I felt like this at first. I was seething. Couldn’t look at my daughter. She refused to go from March this year. She’s in 6th form. She does have ASD.

4 months later, she is improving, from being at home. She had ASd burnout. She wanted to go to school but couldn’t handle the anxiety. We’re fighting for an EHCp. It’s souls destroying at first, the stress in unbearable.

But actually her mental health is more important than school. She’s not doing it to be difficult or awkward. School need to involve EBSA team.

I gave up on CAMHS ( don’t get me started) and took her to see a private pyschiatrist.

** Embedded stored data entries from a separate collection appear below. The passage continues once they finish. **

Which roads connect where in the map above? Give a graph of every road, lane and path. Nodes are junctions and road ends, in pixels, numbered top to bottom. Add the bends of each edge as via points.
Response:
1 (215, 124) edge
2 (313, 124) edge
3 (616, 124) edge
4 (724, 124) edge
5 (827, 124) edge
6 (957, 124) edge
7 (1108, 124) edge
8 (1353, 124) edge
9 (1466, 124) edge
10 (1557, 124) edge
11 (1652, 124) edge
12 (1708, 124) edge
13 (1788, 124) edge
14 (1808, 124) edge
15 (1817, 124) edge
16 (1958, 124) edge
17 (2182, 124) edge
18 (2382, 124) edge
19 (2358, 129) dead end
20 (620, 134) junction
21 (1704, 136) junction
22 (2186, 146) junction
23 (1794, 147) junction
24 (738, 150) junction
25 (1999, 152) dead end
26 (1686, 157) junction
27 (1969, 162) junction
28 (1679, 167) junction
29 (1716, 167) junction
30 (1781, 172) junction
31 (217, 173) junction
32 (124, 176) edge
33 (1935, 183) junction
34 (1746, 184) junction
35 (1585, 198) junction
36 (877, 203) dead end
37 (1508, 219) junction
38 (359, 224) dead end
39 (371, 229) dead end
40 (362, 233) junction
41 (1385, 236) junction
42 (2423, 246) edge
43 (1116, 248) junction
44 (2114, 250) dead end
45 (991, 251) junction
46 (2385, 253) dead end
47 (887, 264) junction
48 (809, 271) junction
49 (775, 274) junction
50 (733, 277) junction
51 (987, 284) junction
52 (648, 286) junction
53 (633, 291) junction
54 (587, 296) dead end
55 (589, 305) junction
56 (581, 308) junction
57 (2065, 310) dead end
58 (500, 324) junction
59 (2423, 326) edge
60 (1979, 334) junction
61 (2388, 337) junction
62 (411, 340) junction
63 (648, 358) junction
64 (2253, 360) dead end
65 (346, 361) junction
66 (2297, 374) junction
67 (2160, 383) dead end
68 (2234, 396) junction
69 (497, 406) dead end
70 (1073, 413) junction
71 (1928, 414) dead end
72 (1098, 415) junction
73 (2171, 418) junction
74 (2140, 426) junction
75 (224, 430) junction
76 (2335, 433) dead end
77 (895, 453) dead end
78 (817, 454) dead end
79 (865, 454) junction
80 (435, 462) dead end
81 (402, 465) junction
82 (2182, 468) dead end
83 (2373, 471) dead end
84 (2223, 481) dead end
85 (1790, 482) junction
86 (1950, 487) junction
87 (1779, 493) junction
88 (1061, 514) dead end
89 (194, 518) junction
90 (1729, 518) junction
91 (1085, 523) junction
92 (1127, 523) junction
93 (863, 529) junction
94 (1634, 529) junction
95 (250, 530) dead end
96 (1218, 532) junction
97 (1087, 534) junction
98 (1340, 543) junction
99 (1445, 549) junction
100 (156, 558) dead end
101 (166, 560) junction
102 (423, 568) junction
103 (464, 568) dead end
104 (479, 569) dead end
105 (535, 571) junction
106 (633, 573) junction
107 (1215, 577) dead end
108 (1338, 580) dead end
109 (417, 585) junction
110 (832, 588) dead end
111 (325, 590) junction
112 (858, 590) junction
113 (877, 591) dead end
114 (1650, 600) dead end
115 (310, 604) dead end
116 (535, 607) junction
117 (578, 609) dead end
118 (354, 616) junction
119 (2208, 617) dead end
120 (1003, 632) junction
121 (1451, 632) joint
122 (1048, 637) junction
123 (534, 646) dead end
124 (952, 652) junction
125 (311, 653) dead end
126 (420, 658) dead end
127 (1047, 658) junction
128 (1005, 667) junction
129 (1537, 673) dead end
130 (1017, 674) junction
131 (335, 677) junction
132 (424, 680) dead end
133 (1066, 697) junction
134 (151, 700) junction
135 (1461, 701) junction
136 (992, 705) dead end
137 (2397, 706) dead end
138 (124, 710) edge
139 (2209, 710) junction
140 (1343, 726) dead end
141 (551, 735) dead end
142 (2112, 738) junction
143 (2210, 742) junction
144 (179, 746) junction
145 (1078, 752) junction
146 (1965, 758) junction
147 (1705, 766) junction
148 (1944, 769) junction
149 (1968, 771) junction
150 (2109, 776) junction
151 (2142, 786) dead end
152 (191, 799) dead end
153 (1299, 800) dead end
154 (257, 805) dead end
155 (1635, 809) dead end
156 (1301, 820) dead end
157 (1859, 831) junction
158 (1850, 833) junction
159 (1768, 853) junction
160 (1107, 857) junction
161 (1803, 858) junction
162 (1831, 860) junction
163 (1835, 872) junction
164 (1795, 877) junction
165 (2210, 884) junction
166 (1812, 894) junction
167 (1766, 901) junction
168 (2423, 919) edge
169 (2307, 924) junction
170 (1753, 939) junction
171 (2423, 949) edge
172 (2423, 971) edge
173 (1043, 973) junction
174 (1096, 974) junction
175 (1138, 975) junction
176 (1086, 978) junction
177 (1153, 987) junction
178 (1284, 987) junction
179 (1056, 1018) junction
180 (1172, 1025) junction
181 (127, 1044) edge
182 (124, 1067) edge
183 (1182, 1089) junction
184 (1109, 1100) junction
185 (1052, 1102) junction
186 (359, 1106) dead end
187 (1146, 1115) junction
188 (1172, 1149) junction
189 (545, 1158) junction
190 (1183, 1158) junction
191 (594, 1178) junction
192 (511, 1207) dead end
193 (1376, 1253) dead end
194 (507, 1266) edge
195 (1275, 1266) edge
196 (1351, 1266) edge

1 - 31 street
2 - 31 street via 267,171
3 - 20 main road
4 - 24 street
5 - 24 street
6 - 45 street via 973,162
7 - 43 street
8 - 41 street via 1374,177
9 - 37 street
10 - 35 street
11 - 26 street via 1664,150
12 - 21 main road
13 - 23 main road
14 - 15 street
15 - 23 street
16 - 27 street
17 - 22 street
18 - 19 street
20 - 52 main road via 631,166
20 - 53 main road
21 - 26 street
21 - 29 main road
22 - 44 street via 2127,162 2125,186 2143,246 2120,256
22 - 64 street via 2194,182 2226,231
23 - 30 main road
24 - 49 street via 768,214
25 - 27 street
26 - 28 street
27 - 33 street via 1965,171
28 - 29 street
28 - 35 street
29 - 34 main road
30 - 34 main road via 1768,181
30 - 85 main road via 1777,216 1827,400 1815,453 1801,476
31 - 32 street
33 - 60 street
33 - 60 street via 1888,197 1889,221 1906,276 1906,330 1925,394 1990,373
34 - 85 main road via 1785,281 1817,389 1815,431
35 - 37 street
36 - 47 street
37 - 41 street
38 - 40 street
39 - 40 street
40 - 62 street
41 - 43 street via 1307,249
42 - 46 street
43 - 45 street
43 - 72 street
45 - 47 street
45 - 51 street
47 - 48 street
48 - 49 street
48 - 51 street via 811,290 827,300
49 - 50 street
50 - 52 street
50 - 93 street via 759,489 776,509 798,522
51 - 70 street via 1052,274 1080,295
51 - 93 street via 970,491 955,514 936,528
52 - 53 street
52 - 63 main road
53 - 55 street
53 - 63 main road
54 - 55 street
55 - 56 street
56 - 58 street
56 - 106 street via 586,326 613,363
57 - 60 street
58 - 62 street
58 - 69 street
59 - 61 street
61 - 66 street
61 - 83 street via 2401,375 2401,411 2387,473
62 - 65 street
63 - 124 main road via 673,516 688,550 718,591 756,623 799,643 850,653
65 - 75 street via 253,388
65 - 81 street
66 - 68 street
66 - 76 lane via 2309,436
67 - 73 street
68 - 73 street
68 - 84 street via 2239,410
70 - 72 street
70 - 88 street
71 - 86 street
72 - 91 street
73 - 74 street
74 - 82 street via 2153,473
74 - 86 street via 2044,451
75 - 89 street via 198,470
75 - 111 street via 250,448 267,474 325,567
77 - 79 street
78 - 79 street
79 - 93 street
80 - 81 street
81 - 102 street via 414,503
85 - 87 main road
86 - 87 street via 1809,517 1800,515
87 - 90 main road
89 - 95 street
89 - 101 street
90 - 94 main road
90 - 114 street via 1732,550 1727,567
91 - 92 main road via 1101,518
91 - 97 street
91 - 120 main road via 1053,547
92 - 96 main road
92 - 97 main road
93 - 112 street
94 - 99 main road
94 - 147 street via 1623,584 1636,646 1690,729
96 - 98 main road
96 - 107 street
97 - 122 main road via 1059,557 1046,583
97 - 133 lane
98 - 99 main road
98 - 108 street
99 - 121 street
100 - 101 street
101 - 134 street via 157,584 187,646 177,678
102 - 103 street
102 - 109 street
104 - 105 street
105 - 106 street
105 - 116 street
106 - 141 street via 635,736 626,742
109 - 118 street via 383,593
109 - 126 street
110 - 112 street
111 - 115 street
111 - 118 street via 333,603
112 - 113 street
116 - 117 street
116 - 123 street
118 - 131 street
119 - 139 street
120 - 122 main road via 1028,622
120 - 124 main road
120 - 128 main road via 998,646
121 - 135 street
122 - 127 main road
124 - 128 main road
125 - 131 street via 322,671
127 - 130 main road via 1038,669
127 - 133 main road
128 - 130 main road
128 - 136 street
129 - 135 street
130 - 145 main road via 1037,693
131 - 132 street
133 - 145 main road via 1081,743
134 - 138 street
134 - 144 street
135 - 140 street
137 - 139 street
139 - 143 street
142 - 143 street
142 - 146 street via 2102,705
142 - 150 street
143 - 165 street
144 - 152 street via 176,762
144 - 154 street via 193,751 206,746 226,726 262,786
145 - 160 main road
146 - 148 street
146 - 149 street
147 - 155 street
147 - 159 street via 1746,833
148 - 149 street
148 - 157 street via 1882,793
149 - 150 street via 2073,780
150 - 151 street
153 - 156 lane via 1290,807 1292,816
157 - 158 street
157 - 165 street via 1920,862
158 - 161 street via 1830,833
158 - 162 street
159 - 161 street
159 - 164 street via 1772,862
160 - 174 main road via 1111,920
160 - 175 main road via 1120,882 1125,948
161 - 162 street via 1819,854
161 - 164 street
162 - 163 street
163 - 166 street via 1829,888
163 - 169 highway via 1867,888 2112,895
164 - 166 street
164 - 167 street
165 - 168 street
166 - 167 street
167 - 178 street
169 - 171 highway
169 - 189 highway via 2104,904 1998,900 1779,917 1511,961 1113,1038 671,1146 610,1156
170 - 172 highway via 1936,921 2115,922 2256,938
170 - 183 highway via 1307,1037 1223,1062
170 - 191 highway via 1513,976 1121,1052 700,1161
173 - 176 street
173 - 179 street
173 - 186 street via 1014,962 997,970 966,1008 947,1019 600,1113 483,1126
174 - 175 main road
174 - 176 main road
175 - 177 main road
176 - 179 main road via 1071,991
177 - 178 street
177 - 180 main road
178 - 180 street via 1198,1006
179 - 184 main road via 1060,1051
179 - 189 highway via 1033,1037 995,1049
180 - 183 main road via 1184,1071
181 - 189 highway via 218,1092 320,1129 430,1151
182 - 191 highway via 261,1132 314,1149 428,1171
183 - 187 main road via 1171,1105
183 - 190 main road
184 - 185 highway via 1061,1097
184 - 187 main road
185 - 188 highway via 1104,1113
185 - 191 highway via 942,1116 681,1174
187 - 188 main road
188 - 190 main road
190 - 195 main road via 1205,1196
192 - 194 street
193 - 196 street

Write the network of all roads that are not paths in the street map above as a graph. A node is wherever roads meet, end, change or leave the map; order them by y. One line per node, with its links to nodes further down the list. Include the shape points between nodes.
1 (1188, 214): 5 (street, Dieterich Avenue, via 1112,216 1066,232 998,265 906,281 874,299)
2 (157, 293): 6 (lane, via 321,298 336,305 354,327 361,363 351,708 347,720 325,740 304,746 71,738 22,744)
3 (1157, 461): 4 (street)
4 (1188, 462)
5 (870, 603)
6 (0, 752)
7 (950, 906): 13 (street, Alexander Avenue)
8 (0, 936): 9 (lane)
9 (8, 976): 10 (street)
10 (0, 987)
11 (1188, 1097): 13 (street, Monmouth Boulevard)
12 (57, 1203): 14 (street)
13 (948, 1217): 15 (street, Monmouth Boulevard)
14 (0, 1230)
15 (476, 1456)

Talking therapies did nothing. She’s now perking up a bit on fluoxetine and we have a meeting with inclusion in September. She self harmed because of school, so she’s not going back there. My Mp has intervened with our shit LEA.

Unfirtunately though the stress in just horrendous, she needs low demand care and love. ASd girls are often misdiagnosed with anxiety as the first presenting symptom. I’m really sorry for you. It’s so hard.

It won’t always be like this x

ArseInTheCoOpWindow · 22/07/2023 10:37

*Notfeelinghunkydory · Today 00:00

She knows she can talk to me about anything. We are very open books and no subject is off limits. She hS no reason to lie to me and I believe her that these last 2 weeks she couldn't be arsed. What confuses me is a few weeks ago she attended 2 days on the trot. One was a school trip to the coast for geography and the other sports day which she didn't participate in but watched with her mates who are all in her classes. 2 days that if she was super anxious would be the 2 days she would avoid??? She walked both days no issue*

But neither of these things were in school……. That’s why she could face it.

ArseInTheCoOpWindow · 22/07/2023 10:53

No the consensus is to apply for the EHCP. They have to assess once you apply for one. They can't ignore you then. And what an EHCP will potentially get for her is a quieter setting where she can cope and access an education

They don’t HAVE to assess. We got refusal to asses even though my dd was a self harming EBSA. Currently waiting for tribunal.